Goose, the open source load testing framework created by Tag1 CEO Jeremy Andrews, continues to show its performance and scalability capabilities. In this Tag1 Team Talk, Managing Director Michael Meyers joins Vp of Software Engineering Fabian Franz for a demonstration of Goose’s rapid ramp-up and scaling by COO Narayan Newton.
In this final talk in our series of live demonstrations of Goose, Narayan and Fabian break down how some of the methods used in part 2 weren’t ideal, and some ways to make spinning up load tests more efficient and fast.
For more Goose content, see Goose Podcasts, Blogs, Presentations, & more!
Hello, and welcome to Tag1 Team Talks the podcast and blog of Tag1 Consulting.
Speaker:Today.
Speaker:We're going to be talking about distributed load testing and doing
Speaker:a, how to a deep dive into running Gaggles with Tag1's, open source
Speaker:Goose load testing framework.
Speaker:Our goal today is to prove to you that Goose is both the most scalable load
Speaker:testing framework available currently.

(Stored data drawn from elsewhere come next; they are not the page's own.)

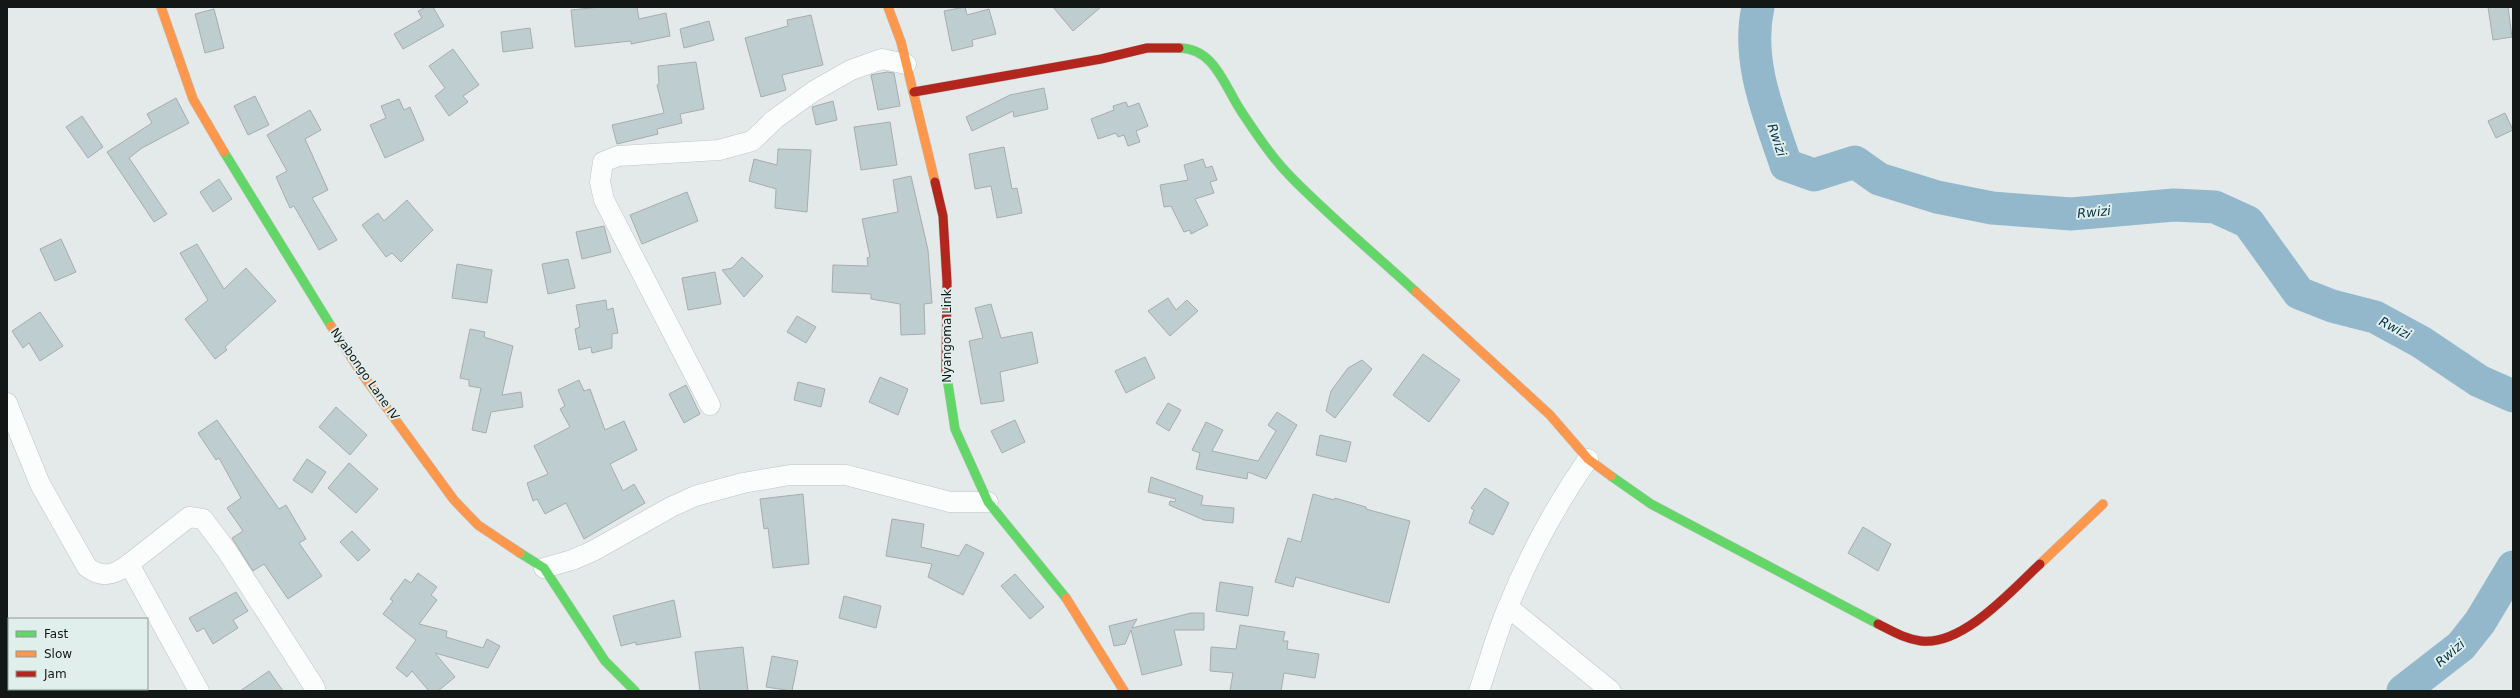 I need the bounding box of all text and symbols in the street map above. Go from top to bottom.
water label: Rwizi [1764,122,1790,159]
water label: Rwizi [2077,203,2112,221]
street label: Nyangoma Link [940,289,954,383]
water label: Rwizi [2377,314,2414,343]
street label: Nyabongo Lane IV [328,325,403,423]
legend [8,618,148,690]
text: Fast [44,627,68,641]
water label: Rwizi [2432,636,2468,670]
text: Slow [44,647,72,661]
text: Jam [43,667,67,681] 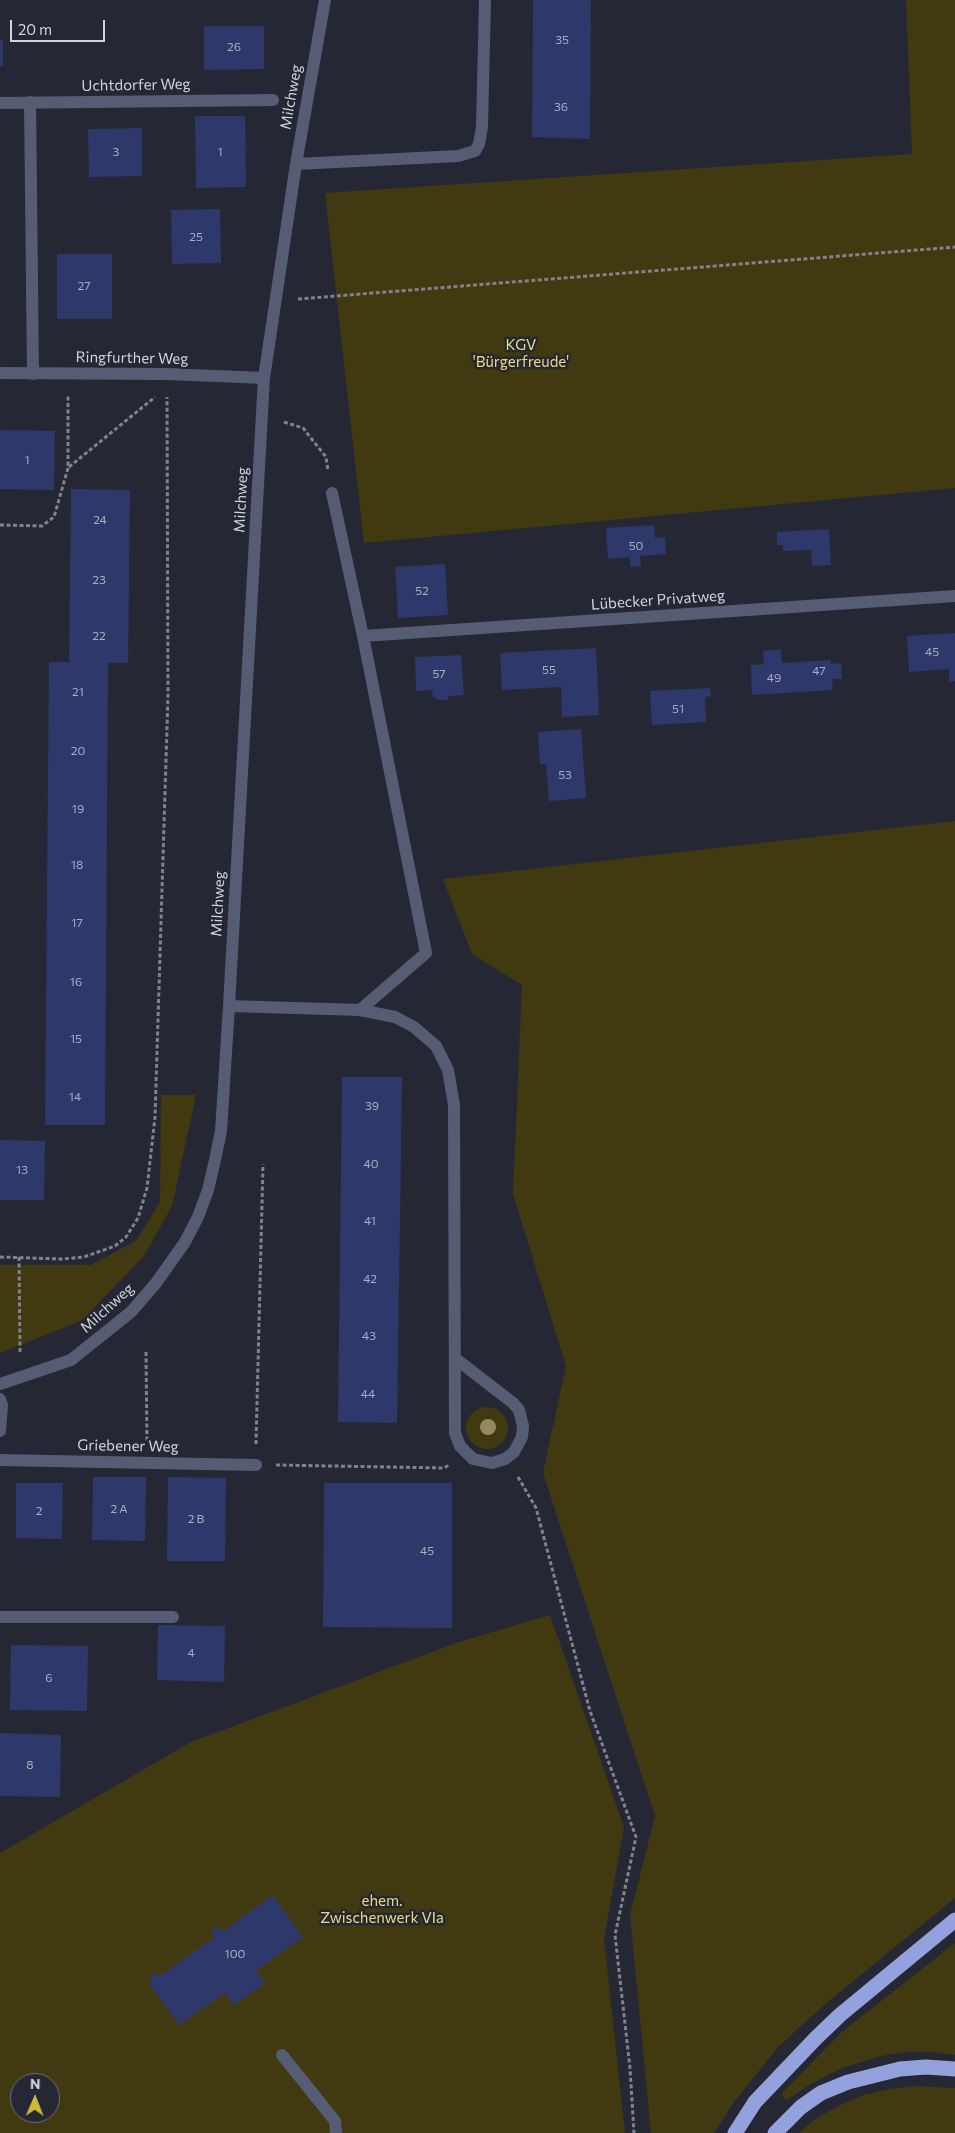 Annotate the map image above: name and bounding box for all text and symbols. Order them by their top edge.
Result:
scale bar [12,10,108,42]
text: 20 m [18,20,52,38]
house number: 35 [555,33,569,47]
house number: 26 [227,40,241,54]
street label: Milchweg [276,63,306,131]
street label: Uchtdorfer Weg [81,75,191,95]
house number: 36 [554,100,568,114]
house number: 3 [113,145,119,159]
house number: 1 [217,145,223,159]
house number: 25 [189,230,203,244]
house number: 27 [78,279,90,293]
park label: KGV 'Bürgerfreude' [473,336,569,371]
street label: Ringfurther Weg [75,348,189,368]
house number: 1 [24,453,30,467]
street label: Milchweg [230,467,252,533]
house number: 24 [93,513,107,527]
house number: 50 [629,539,643,553]
house number: 23 [92,573,106,587]
house number: 52 [415,584,429,598]
street label: Lübecker Privatweg [590,586,726,614]
house number: 22 [92,629,106,643]
house number: 45 [925,645,939,659]
house number: 55 [542,663,556,677]
house number: 47 [812,664,826,678]
house number: 57 [432,667,446,681]
house number: 49 [767,671,781,685]
house number: 21 [72,685,84,699]
house number: 51 [672,702,684,716]
house number: 20 [71,744,85,758]
house number: 53 [558,768,572,782]
house number: 19 [72,802,84,816]
house number: 18 [71,858,83,872]
street label: Milchweg [207,871,229,937]
house number: 17 [71,916,83,930]
house number: 16 [70,975,82,989]
house number: 15 [70,1032,82,1046]
house number: 14 [69,1090,81,1104]
house number: 39 [365,1099,379,1113]
house number: 40 [363,1157,379,1171]
house number: 13 [16,1163,28,1177]
house number: 41 [364,1214,376,1228]
house number: 42 [363,1272,377,1286]
street label: Milchweg [77,1279,137,1337]
house number: 43 [362,1329,376,1343]
house number: 44 [361,1387,375,1401]
street label: Griebener Weg [77,1436,179,1456]
house number: 2 A [110,1502,128,1516]
house number: 2 [36,1504,42,1518]
house number: 2 B [188,1512,204,1526]
house number: 45 [420,1544,434,1558]
house number: 4 [187,1646,195,1660]
house number: 6 [45,1671,53,1685]
house number: 8 [26,1758,34,1772]
park label: ehem. Zwischenwerk VIa [320,1892,444,1927]
house number: 100 [225,1947,245,1961]
north arrow [10,2073,60,2123]
text: N [30,2075,41,2092] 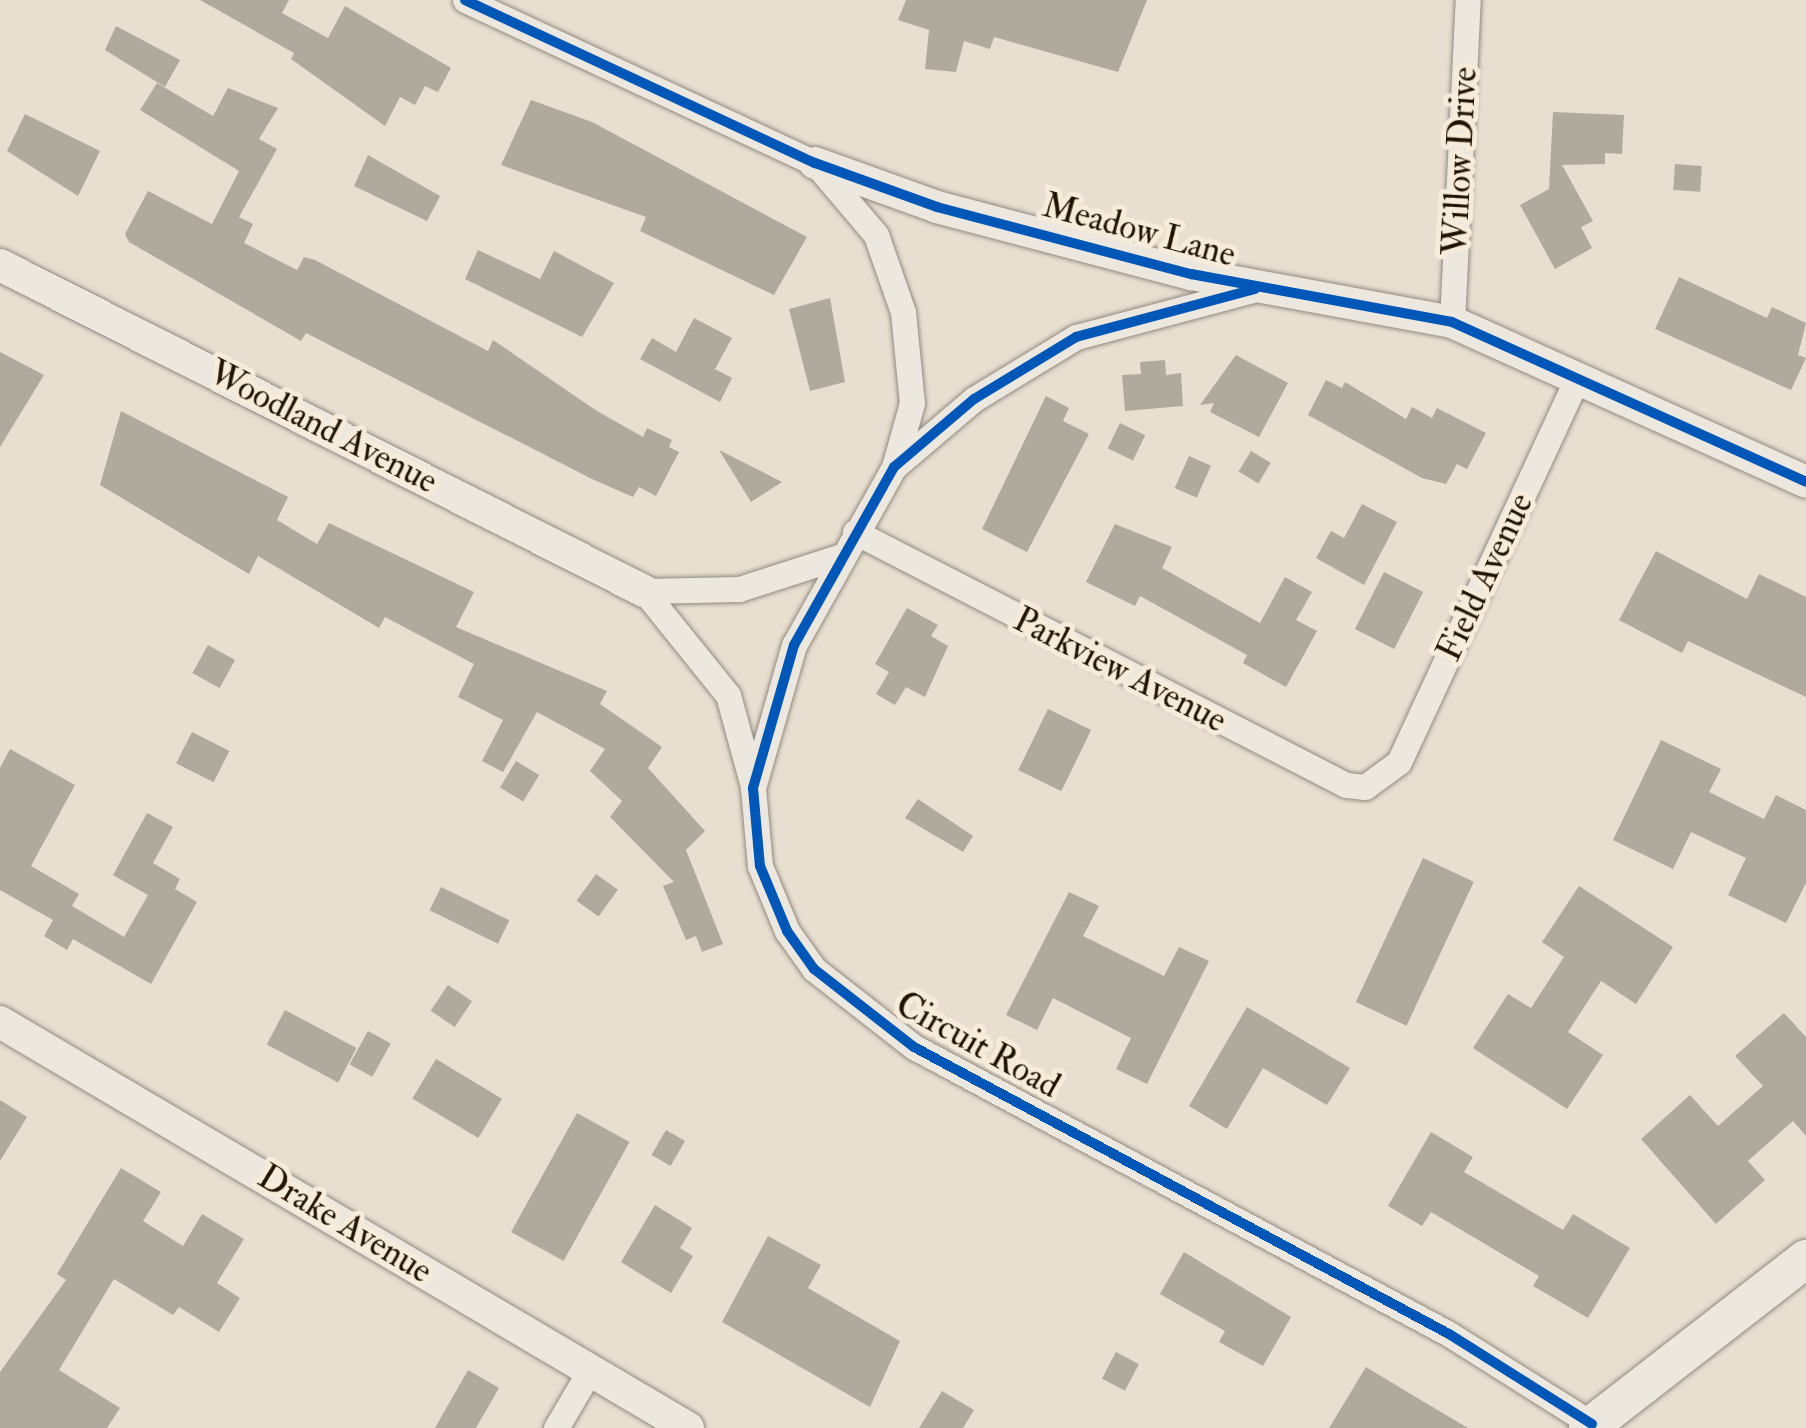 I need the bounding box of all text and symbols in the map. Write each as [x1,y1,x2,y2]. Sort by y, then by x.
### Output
street label: Willow Drive [1434,66,1486,256]
street label: Meadow Lane [1038,184,1240,276]
street label: Woodland Avenue [202,351,444,503]
street label: Field Avenue [1428,486,1542,668]
street label: Parkview Avenue [1007,598,1233,742]
street label: Circuit Road [889,983,1067,1107]
street label: Drake Avenue [250,1156,440,1292]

Speaker:And the easiest to actually scale.
Speaker:This is a follow-up.
Speaker:Talk to one we did very recently on a similar topic.
Speaker:We're going to stress the servers even more in this one.
Speaker:I'm Michael Meyers, the managing director at Tag1 Consulting.
Speaker:And I'm joined today by Narayan Newton Tag1's CTO and Fabian
Speaker:Franz, our VP of Technology.
Speaker:Fabian, can you give us just a quick background on how this is
Speaker:a follow-up to our last talk?
Speaker:Sure so in , our last talk, what we did is so essentially we spun up EC2
Speaker:instances all over the world, but if you need to change something, you
Speaker:essentially have to destroy the cluster.
Speaker:Re- deploy the cluster and while recording it.
Speaker:We actually ran into the problem that we had to change something and it wasn't
Speaker:easy and not easily possible to do that.
Speaker:And we want to change the Ulimit because with Goose, if you Put a lot of users
Speaker:and you usually need to increase the ulimit that Linux comes with and then
Speaker:you need to do in the VM obviously.
Speaker:And we have no real control about that because we only had to start script.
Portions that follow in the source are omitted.